[Stored items]
/---
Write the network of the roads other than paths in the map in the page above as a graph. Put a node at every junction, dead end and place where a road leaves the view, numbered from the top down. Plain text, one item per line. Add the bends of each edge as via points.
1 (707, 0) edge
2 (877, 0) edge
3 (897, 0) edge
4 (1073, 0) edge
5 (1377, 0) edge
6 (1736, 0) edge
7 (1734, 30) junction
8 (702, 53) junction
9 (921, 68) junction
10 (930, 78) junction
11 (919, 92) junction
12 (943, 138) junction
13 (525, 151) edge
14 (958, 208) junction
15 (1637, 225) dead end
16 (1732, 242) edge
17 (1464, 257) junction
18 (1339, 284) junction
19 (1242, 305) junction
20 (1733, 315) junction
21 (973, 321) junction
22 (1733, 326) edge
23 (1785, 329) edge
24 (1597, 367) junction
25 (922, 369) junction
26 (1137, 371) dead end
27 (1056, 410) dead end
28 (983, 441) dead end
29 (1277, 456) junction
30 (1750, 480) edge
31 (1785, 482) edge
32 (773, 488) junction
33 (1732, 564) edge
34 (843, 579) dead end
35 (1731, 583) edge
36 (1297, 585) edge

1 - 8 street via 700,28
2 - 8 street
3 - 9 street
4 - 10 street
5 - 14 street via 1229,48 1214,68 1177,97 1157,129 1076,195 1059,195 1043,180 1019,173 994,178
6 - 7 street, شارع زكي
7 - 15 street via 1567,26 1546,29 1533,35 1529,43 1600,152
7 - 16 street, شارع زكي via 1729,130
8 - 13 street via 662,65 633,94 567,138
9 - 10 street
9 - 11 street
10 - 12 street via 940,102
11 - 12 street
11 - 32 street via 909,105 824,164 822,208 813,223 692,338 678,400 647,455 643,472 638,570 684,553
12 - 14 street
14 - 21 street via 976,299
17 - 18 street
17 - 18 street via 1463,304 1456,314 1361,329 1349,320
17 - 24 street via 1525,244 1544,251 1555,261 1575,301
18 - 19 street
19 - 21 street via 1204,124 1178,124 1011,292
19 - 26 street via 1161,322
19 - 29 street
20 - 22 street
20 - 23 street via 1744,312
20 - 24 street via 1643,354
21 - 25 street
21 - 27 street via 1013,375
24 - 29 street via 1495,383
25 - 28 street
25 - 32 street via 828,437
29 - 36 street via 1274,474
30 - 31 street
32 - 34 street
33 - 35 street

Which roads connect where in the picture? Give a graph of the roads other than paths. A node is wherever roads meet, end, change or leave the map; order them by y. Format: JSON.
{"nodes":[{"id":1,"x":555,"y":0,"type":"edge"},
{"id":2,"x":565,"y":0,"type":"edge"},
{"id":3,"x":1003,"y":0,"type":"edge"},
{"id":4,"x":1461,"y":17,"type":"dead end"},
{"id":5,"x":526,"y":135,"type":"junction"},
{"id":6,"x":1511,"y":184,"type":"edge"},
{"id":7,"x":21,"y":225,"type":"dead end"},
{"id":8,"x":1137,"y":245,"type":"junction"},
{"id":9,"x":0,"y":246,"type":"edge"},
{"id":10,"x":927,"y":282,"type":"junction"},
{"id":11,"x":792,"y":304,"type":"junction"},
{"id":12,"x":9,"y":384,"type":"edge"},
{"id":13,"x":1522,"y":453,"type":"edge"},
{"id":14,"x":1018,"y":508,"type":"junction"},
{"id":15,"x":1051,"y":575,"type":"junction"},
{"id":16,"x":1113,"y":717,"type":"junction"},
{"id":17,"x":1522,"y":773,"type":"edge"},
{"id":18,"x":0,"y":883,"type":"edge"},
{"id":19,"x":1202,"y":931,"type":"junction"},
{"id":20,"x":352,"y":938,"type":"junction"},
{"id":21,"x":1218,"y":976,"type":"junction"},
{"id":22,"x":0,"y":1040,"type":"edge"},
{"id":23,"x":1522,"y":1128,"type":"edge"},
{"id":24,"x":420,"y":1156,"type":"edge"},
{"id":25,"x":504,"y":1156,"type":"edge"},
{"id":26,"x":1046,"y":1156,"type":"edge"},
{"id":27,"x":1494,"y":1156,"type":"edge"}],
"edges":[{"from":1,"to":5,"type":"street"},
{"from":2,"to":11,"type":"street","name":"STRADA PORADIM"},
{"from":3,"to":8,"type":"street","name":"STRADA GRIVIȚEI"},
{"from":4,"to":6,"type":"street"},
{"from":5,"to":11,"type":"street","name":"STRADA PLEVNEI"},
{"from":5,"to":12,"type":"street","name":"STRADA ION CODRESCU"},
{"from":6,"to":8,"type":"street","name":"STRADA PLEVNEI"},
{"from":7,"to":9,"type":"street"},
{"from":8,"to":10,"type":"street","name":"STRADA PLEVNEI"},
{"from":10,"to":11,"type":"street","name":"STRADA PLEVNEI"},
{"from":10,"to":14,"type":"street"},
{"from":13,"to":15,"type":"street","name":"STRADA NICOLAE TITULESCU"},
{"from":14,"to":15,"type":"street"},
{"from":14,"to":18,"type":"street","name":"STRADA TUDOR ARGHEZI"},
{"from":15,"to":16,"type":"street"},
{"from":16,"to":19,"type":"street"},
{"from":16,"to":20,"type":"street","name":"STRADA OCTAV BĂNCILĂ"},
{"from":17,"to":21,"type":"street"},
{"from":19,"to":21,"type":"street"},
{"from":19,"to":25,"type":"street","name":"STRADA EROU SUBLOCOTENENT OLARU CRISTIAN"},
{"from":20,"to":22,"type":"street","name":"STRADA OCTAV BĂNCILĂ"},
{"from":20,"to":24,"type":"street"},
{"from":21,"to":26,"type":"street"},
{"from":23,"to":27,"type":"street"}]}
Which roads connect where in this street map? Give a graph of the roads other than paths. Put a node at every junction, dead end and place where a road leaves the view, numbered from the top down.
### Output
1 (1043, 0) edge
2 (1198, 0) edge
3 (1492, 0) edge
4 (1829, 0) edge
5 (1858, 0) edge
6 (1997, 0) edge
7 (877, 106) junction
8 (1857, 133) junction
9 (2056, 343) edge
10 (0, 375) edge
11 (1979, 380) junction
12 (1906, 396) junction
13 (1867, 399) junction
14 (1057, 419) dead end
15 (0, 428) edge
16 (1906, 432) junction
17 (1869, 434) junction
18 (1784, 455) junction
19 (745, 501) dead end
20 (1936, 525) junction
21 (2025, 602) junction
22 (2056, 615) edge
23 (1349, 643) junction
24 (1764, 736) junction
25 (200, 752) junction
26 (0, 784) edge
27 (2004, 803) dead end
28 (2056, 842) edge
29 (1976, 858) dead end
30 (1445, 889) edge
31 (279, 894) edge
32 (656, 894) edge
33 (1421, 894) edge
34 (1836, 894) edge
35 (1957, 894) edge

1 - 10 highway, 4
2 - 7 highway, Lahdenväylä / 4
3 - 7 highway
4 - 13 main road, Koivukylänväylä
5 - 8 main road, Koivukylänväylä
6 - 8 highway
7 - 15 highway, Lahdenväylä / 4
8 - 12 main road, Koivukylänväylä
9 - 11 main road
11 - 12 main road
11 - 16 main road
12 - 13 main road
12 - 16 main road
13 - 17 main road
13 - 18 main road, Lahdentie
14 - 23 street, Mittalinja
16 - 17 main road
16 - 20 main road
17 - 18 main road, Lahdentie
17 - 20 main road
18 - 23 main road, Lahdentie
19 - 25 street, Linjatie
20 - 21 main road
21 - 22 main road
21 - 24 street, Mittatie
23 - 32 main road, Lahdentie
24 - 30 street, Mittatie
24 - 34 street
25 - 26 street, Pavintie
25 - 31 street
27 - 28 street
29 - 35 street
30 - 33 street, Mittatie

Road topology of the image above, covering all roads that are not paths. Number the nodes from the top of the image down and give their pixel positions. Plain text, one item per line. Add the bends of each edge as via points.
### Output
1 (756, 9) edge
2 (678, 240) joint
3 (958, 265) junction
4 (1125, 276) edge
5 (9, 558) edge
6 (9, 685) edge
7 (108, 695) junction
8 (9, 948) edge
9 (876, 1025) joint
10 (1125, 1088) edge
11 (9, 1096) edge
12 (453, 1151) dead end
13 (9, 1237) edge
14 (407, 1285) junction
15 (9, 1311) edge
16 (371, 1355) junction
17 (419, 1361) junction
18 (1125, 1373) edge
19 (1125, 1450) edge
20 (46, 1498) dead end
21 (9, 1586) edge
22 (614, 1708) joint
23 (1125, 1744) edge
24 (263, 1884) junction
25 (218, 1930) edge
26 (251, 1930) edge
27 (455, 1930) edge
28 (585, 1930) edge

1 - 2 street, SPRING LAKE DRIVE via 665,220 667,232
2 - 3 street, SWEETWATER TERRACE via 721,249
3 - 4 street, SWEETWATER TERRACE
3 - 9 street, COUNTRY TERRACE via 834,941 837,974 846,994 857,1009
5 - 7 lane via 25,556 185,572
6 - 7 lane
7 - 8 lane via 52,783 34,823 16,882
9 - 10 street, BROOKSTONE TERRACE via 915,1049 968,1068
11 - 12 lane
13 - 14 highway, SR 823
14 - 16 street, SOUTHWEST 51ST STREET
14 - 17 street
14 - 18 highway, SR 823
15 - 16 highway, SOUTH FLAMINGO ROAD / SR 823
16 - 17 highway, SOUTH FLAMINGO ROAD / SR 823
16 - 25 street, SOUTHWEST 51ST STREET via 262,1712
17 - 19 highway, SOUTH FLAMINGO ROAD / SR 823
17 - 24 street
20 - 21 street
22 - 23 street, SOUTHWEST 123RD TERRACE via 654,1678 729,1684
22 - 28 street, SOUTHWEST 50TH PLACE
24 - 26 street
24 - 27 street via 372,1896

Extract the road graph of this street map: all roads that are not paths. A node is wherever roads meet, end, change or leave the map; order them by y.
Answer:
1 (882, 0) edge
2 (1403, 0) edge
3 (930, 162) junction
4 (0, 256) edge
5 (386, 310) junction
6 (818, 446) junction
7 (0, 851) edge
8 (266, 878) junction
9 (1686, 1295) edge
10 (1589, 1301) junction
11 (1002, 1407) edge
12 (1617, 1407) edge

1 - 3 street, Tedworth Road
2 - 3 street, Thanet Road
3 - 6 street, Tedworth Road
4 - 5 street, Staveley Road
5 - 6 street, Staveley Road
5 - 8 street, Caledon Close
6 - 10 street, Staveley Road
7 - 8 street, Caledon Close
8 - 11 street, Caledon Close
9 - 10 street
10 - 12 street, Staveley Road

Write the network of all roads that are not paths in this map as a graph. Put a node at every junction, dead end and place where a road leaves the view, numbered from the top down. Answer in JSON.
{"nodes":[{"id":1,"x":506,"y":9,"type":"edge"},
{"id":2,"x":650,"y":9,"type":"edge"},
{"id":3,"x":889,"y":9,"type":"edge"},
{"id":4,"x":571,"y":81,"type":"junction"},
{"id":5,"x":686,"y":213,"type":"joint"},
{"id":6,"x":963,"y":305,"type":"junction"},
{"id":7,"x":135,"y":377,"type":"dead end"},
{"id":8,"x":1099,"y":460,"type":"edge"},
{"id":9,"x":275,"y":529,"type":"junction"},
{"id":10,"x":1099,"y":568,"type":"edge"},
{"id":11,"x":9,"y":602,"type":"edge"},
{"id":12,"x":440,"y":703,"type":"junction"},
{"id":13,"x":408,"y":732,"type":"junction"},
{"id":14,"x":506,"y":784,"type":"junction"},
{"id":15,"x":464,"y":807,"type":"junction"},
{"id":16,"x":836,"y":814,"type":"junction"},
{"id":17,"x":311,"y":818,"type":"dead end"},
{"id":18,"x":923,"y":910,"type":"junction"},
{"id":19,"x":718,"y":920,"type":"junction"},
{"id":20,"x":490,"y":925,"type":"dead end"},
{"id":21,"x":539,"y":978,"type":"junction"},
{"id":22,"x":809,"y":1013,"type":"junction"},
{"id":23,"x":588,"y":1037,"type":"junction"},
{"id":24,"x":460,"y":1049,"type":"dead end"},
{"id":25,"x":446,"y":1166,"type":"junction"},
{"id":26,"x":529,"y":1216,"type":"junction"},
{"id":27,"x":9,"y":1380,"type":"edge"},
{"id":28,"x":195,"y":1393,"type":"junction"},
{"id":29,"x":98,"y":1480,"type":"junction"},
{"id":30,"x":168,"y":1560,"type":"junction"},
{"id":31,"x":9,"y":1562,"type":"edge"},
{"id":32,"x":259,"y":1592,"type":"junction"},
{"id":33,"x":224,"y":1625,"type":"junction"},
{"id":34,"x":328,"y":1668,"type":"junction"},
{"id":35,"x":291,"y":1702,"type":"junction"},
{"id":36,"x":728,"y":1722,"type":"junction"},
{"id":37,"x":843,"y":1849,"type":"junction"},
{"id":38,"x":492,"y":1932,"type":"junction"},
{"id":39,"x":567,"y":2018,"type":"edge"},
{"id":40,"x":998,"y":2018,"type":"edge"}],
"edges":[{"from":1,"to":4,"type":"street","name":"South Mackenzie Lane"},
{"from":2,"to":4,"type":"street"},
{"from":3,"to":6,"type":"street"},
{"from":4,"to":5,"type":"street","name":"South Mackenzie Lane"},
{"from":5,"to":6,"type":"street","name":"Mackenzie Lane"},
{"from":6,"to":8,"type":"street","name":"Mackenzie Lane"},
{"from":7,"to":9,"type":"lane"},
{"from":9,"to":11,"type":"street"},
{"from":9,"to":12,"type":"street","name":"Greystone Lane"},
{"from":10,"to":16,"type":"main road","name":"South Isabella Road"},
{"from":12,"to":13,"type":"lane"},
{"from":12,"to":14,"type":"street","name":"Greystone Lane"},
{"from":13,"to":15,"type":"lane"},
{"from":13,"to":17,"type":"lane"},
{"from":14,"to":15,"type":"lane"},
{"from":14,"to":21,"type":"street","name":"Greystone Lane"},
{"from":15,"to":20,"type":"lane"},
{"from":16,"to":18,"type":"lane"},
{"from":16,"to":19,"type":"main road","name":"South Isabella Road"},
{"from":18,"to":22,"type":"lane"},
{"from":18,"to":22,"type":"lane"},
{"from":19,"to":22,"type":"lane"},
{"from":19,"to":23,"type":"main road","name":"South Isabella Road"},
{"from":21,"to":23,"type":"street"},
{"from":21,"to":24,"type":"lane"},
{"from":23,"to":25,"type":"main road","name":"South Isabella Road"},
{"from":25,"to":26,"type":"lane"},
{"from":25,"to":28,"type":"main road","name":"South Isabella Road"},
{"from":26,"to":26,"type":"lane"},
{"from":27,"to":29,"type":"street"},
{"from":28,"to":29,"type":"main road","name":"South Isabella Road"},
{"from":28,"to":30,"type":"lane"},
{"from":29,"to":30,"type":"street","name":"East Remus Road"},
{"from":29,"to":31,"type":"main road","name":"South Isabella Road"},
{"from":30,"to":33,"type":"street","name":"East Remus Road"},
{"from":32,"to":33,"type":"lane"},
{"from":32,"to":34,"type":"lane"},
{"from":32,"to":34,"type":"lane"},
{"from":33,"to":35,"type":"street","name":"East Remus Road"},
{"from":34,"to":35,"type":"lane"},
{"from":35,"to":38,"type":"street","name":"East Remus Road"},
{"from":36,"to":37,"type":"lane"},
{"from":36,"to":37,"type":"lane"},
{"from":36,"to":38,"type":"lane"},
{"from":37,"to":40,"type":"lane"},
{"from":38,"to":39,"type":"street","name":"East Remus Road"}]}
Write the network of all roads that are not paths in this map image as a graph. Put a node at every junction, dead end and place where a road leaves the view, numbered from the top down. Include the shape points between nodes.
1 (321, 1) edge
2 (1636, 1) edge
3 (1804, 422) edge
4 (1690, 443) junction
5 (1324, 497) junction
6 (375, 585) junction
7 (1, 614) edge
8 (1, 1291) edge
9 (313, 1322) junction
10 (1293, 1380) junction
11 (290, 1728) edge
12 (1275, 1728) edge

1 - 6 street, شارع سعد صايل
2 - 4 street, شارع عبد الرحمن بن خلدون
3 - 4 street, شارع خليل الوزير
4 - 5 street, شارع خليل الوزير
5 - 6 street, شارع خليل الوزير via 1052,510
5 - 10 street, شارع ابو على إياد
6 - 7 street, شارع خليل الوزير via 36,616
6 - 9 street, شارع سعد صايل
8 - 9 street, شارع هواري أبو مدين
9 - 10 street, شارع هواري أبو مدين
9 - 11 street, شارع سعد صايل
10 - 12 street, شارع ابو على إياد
\---
> WHAT TO WORK ON
Working down from the line that contains "points between nodes.", retype each line exactly through the last line of the data, and give nothing else.

> ANSWER BELOW
Write the network of all roads that are not paths in this map image as a graph. Put a node at every junction, dead end and place where a road leaves the view, numbered from the top down. Include the shape points between nodes.
1 (321, 1) edge
2 (1636, 1) edge
3 (1804, 422) edge
4 (1690, 443) junction
5 (1324, 497) junction
6 (375, 585) junction
7 (1, 614) edge
8 (1, 1291) edge
9 (313, 1322) junction
10 (1293, 1380) junction
11 (290, 1728) edge
12 (1275, 1728) edge

1 - 6 street, شارع سعد صايل
2 - 4 street, شارع عبد الرحمن بن خلدون
3 - 4 street, شارع خليل الوزير
4 - 5 street, شارع خليل الوزير
5 - 6 street, شارع خليل الوزير via 1052,510
5 - 10 street, شارع ابو على إياد
6 - 7 street, شارع خليل الوزير via 36,616
6 - 9 street, شارع سعد صايل
8 - 9 street, شارع هواري أبو مدين
9 - 10 street, شارع هواري أبو مدين
9 - 11 street, شارع سعد صايل
10 - 12 street, شارع ابو على إياد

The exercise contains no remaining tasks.